| Input material |
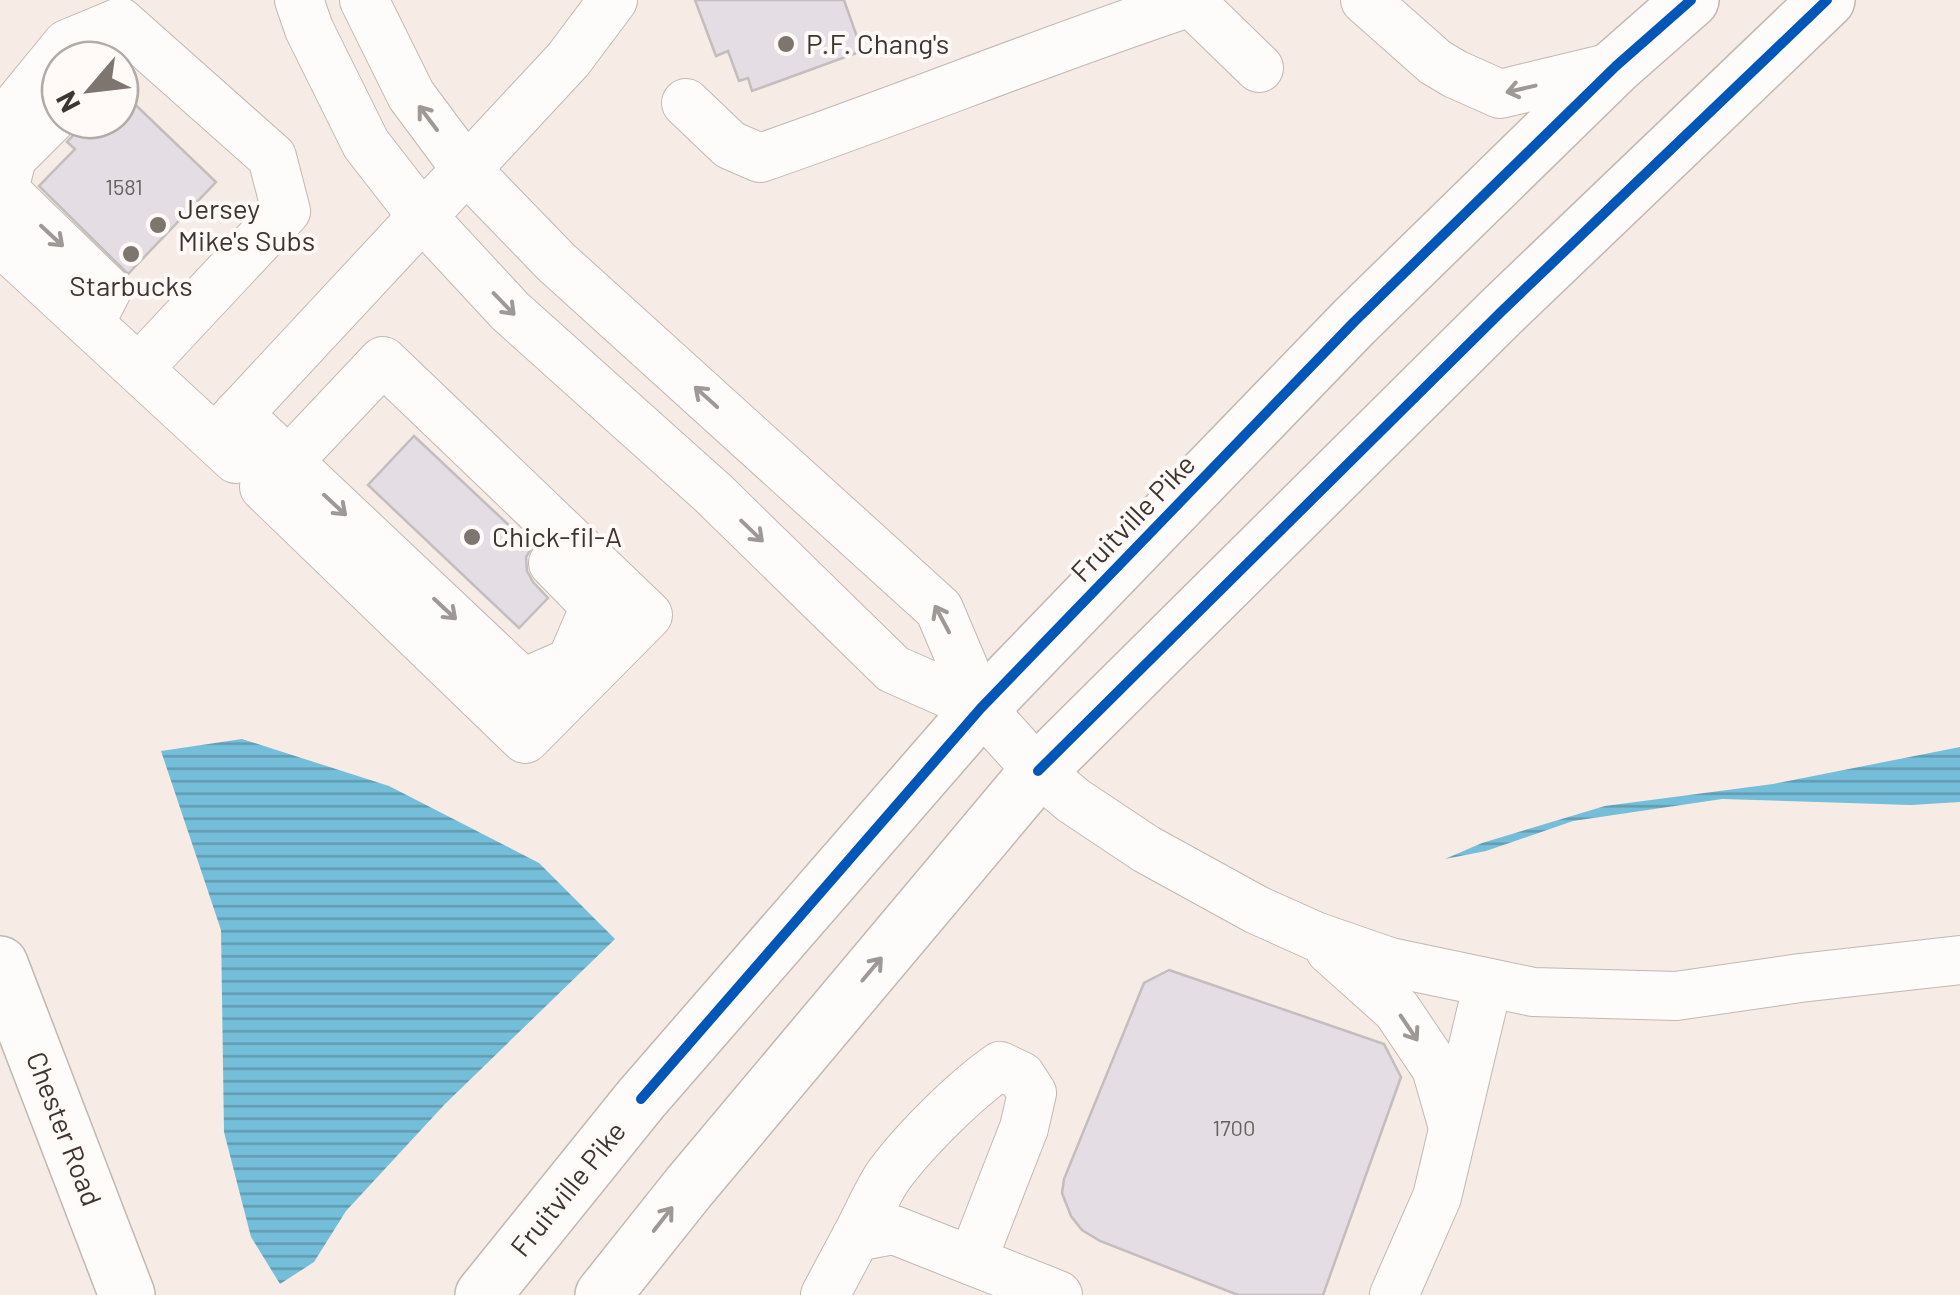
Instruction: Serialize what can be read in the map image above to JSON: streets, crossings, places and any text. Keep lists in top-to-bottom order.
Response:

* * *

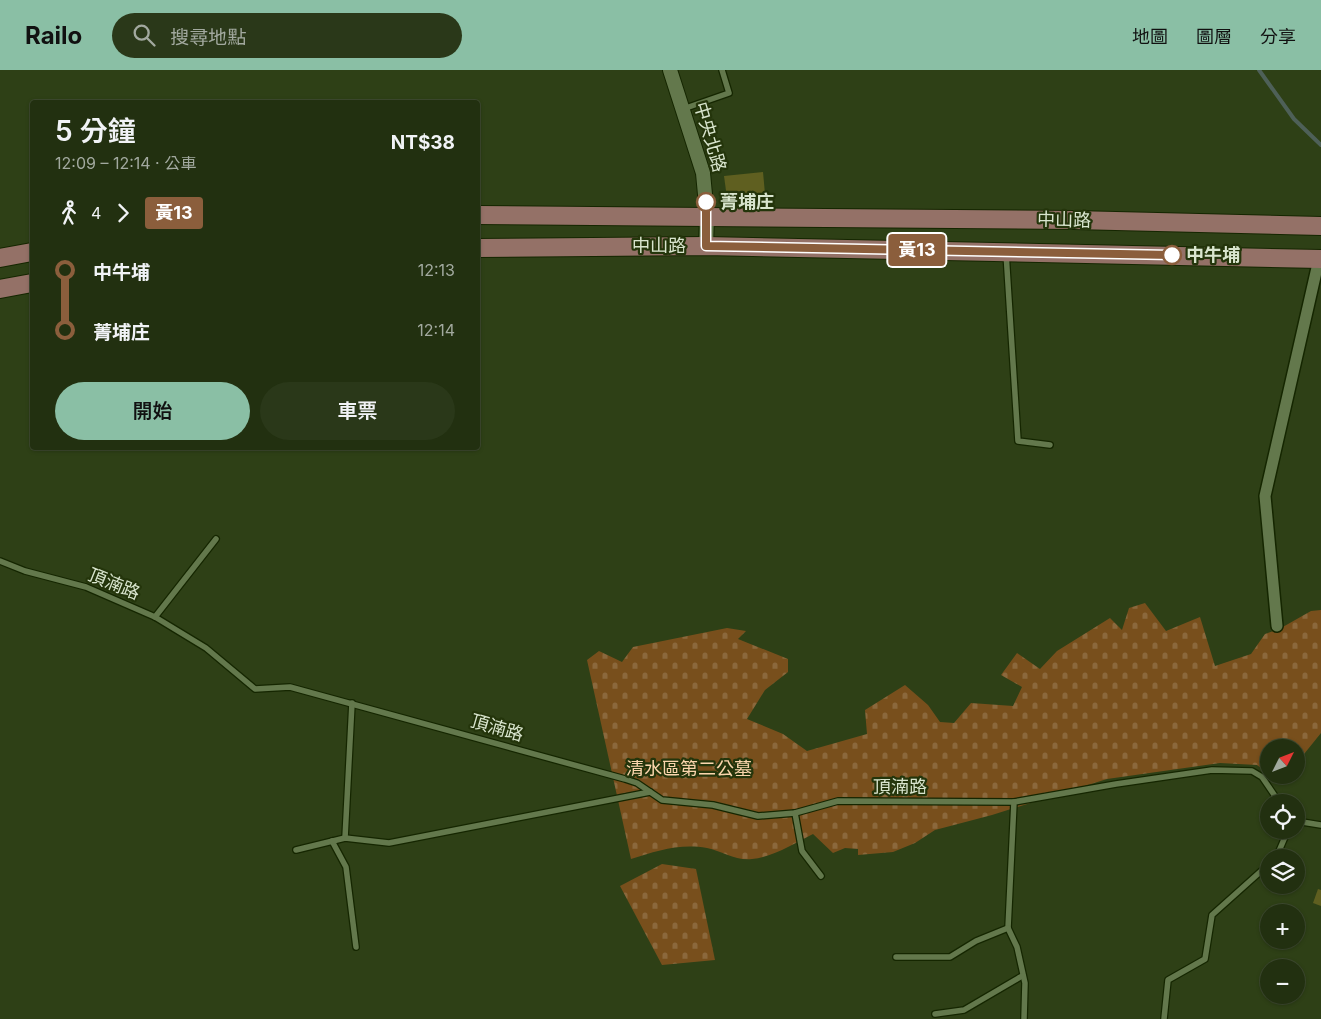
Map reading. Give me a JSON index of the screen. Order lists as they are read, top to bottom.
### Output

==

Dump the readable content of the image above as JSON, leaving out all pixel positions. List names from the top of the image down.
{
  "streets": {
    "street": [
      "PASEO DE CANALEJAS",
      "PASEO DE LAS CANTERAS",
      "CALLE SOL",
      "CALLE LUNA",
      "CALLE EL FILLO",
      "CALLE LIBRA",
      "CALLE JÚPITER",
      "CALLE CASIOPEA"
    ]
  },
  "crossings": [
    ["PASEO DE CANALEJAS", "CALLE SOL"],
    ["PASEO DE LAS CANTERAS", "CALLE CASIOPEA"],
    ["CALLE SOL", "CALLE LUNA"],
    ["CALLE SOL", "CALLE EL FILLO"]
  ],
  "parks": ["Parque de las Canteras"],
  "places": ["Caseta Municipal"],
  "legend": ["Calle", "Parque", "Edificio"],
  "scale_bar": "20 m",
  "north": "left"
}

| Task requirements |
A single number is the answer: how many lines of the material above hold the word "lists"?

| Exercise response |
2